Creating A Word Cloud with R-Visualizations in SAP Analytics Cloud

Authors: Benton Li, Jiying Wen

In this blog, we show how to create word clouds to visually represent textual data. Word clouds allow users to quickly gain insights from their data by showing higher frequency words in larger font sizes.

By building word clouds within SAP Analytics Cloud, users can:

  • Create a simple to understand visual using text data
  • Identify important textual data points
  • Uncover valuable feedback to guide business decisions

The procedure of creating a word cloud is very simple using the text mining package tm and word cloud generator package wordcloud. These packages are available in R to help users analyze text and quickly visualize keywords. Let’s take a look at two scenarios where word clouds are beneficial:

  • Top Performing Product Items
  • Most Discussed Topics

Example 1: Top Performing Product Items

Note that datasets used to create a word cloud should have at least 10 dimension values. In this example, there are 29 unique product names that will produce a full, cloud-like output.

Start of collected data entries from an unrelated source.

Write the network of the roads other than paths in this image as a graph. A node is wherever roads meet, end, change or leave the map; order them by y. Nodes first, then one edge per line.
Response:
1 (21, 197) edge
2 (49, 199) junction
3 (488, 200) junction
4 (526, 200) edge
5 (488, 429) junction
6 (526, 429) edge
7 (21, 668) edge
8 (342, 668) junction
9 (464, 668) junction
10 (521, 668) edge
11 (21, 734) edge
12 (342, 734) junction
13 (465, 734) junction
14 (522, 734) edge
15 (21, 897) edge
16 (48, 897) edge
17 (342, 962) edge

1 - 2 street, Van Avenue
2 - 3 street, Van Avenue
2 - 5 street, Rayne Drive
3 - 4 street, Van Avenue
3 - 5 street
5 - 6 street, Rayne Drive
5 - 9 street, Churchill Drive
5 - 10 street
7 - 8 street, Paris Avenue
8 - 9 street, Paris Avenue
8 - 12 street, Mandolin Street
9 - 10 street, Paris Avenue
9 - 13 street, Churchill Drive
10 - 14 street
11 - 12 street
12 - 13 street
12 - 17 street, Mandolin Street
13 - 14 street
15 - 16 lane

This example uses transactional data that involves the sales of drinks. We want to easily visualize the top performing product items.

Steps:

  1. Upload the dataset
  2. Go to “Insert” toolbar, click “R Visualization”
  3. Click “Add Input Data”; under Rows, click “Add Dimension” to specify the textual data that will appear in the word cloud.In this example, the user would like to see the different types of products in the word cloud
  4. Under “Columns”, select the “Manage Filters” icon on the top right to specify the measure that the frequency will be based on. Quantity Sold is chosen therefore, higher the quantity sold of a product, the larger and bolder the product name will be.
  5. Now that the measure and dimension have been specified, select “OK”
  6. Next, select “Add Script”
  7. Paste the following code into the “Editor”:
# load package
library(wordcloud)

# get words
words <- BestRun_Demo$Product

# get frequency
frequency <- BestRun_Demo$'Quantity sold'

# generate word cloud
wordcloud(words, frequency, scale = c(3, 1), rot.per=0.2, colors=brewer.pal(8, "Dark2"))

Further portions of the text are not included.